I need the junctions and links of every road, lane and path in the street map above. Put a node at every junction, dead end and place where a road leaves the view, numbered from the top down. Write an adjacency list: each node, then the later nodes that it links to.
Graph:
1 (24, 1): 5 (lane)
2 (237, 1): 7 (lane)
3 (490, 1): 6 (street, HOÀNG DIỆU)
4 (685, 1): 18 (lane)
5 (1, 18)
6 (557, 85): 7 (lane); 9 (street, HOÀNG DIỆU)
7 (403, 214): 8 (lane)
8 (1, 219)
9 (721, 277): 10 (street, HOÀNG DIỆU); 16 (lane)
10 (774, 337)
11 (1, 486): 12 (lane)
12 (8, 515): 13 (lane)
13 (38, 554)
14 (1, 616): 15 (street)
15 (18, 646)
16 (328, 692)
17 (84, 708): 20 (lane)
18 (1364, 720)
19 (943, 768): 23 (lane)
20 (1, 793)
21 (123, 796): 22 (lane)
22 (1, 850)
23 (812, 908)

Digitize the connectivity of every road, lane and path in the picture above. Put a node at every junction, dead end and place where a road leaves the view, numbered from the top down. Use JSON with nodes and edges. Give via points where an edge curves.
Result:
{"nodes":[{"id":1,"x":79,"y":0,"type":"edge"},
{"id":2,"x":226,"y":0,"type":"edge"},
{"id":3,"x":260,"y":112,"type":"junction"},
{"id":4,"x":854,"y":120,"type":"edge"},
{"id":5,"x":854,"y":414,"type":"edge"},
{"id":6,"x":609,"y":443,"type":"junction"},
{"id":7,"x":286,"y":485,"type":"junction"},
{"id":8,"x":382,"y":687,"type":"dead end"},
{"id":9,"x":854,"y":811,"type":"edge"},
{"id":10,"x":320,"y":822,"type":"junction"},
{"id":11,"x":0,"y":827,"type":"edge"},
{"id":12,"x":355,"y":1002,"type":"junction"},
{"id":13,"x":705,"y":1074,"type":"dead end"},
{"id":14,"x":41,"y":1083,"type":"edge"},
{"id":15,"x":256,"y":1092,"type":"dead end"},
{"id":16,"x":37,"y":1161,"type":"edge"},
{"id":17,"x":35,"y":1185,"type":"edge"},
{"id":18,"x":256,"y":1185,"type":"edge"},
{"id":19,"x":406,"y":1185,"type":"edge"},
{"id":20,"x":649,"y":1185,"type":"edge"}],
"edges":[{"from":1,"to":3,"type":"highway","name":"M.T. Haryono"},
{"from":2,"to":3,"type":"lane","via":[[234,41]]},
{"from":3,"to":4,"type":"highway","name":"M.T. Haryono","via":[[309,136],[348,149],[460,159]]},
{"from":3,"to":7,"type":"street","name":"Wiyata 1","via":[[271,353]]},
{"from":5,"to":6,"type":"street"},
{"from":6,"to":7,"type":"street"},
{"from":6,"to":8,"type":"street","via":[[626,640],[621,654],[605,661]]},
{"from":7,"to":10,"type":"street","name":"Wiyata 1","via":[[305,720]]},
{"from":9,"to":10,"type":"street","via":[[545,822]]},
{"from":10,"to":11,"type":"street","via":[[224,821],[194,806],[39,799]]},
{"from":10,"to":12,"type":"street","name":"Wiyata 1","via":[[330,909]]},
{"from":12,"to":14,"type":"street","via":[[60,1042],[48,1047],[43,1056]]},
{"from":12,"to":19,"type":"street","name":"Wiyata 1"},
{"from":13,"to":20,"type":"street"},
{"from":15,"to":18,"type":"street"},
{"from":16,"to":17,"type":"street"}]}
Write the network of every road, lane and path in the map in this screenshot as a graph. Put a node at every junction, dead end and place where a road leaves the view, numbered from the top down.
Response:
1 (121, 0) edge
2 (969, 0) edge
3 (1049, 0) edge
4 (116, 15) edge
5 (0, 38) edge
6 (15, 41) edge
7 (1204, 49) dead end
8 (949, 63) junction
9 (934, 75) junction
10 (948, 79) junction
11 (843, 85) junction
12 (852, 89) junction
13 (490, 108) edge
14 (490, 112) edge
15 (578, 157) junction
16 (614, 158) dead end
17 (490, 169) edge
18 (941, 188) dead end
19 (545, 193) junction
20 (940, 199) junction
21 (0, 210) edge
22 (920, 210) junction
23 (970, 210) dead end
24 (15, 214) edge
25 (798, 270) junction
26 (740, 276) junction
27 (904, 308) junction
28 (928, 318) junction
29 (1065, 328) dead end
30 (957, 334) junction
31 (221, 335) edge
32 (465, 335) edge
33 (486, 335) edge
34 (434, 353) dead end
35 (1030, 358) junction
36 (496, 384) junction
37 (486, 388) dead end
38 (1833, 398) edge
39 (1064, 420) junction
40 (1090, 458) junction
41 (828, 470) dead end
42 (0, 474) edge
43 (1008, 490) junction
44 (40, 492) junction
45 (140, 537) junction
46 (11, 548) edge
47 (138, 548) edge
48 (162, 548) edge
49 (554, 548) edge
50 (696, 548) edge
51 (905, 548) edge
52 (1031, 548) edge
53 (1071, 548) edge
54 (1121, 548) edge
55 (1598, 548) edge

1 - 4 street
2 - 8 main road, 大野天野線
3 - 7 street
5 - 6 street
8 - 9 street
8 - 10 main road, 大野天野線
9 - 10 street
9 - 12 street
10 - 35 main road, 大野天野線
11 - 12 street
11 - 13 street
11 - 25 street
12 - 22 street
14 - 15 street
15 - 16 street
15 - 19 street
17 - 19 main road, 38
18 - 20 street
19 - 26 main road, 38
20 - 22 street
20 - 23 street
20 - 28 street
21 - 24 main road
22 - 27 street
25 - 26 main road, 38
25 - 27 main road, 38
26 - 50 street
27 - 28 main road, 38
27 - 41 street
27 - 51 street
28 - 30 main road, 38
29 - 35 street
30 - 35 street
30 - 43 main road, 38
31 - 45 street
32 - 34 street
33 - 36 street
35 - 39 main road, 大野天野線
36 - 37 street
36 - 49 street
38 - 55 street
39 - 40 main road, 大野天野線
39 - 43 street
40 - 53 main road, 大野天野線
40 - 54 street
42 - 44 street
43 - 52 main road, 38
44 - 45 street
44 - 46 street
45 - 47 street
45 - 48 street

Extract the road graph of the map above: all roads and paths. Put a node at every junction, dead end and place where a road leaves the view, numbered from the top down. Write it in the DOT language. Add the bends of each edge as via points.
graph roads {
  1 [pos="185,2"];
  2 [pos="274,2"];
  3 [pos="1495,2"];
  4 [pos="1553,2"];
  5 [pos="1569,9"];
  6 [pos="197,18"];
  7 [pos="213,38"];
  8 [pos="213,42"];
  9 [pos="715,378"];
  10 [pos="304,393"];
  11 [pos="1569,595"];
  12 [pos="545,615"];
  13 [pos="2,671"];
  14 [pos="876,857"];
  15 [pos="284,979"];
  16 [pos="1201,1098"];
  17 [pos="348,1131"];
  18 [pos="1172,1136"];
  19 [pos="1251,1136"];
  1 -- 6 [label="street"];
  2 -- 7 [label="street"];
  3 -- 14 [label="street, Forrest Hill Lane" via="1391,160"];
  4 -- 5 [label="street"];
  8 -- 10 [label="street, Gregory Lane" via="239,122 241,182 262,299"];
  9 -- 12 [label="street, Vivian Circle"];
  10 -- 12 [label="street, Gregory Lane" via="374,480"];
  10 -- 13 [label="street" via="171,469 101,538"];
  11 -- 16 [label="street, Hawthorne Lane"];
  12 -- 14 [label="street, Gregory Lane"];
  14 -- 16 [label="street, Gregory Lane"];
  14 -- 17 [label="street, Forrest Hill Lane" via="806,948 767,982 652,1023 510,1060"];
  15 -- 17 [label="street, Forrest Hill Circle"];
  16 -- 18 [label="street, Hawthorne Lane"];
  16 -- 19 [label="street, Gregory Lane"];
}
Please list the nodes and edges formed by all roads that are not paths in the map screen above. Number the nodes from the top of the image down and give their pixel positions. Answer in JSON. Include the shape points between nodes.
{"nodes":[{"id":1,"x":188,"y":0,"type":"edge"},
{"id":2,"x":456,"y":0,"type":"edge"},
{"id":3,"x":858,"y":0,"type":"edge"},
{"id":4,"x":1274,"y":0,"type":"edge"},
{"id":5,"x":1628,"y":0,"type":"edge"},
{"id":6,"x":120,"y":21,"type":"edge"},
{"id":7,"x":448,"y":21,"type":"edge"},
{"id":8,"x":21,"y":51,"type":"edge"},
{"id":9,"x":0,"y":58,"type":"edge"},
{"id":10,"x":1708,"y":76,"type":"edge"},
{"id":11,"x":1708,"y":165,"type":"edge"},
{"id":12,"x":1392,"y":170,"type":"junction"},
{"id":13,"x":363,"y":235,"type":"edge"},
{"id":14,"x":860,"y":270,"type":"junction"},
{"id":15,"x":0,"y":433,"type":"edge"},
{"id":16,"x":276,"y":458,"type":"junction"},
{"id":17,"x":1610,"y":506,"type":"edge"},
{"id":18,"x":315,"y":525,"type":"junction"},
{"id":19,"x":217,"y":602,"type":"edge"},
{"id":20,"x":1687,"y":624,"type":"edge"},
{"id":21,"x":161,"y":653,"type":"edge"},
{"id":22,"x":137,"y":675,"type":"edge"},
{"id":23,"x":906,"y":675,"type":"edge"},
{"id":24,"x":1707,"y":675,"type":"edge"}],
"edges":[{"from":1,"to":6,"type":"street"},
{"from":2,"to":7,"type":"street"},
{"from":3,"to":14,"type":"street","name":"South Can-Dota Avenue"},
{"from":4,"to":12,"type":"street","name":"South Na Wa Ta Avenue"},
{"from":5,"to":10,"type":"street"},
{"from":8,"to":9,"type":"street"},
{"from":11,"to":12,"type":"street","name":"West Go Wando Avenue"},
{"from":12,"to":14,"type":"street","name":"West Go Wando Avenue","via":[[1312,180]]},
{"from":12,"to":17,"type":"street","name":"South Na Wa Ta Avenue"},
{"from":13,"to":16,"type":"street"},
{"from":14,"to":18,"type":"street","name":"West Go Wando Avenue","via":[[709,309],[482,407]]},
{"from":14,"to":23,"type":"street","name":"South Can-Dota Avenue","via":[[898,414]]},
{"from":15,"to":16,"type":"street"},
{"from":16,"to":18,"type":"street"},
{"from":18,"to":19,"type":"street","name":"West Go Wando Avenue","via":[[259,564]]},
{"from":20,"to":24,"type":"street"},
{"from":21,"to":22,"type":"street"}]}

════════════════════

All that is wanted is the stretch of lines above from the one containing "Digitize the connectivity" through the one containing "Write the network", duplicated exactly.

**OUTPUT FOR THIS EXERCISE**
Digitize the connectivity of every road, lane and path in the picture above. Put a node at every junction, dead end and place where a road leaves the view, numbered from the top down. Use JSON with nodes and edges. Give via points where an edge curves.
Result:
{"nodes":[{"id":1,"x":79,"y":0,"type":"edge"},
{"id":2,"x":226,"y":0,"type":"edge"},
{"id":3,"x":260,"y":112,"type":"junction"},
{"id":4,"x":854,"y":120,"type":"edge"},
{"id":5,"x":854,"y":414,"type":"edge"},
{"id":6,"x":609,"y":443,"type":"junction"},
{"id":7,"x":286,"y":485,"type":"junction"},
{"id":8,"x":382,"y":687,"type":"dead end"},
{"id":9,"x":854,"y":811,"type":"edge"},
{"id":10,"x":320,"y":822,"type":"junction"},
{"id":11,"x":0,"y":827,"type":"edge"},
{"id":12,"x":355,"y":1002,"type":"junction"},
{"id":13,"x":705,"y":1074,"type":"dead end"},
{"id":14,"x":41,"y":1083,"type":"edge"},
{"id":15,"x":256,"y":1092,"type":"dead end"},
{"id":16,"x":37,"y":1161,"type":"edge"},
{"id":17,"x":35,"y":1185,"type":"edge"},
{"id":18,"x":256,"y":1185,"type":"edge"},
{"id":19,"x":406,"y":1185,"type":"edge"},
{"id":20,"x":649,"y":1185,"type":"edge"}],
"edges":[{"from":1,"to":3,"type":"highway","name":"M.T. Haryono"},
{"from":2,"to":3,"type":"lane","via":[[234,41]]},
{"from":3,"to":4,"type":"highway","name":"M.T. Haryono","via":[[309,136],[348,149],[460,159]]},
{"from":3,"to":7,"type":"street","name":"Wiyata 1","via":[[271,353]]},
{"from":5,"to":6,"type":"street"},
{"from":6,"to":7,"type":"street"},
{"from":6,"to":8,"type":"street","via":[[626,640],[621,654],[605,661]]},
{"from":7,"to":10,"type":"street","name":"Wiyata 1","via":[[305,720]]},
{"from":9,"to":10,"type":"street","via":[[545,822]]},
{"from":10,"to":11,"type":"street","via":[[224,821],[194,806],[39,799]]},
{"from":10,"to":12,"type":"street","name":"Wiyata 1","via":[[330,909]]},
{"from":12,"to":14,"type":"street","via":[[60,1042],[48,1047],[43,1056]]},
{"from":12,"to":19,"type":"street","name":"Wiyata 1"},
{"from":13,"to":20,"type":"street"},
{"from":15,"to":18,"type":"street"},
{"from":16,"to":17,"type":"street"}]}
Write the network of every road, lane and path in the map in this screenshot as a graph. Put a node at every junction, dead end and place where a road leaves the view, numbered from the top down.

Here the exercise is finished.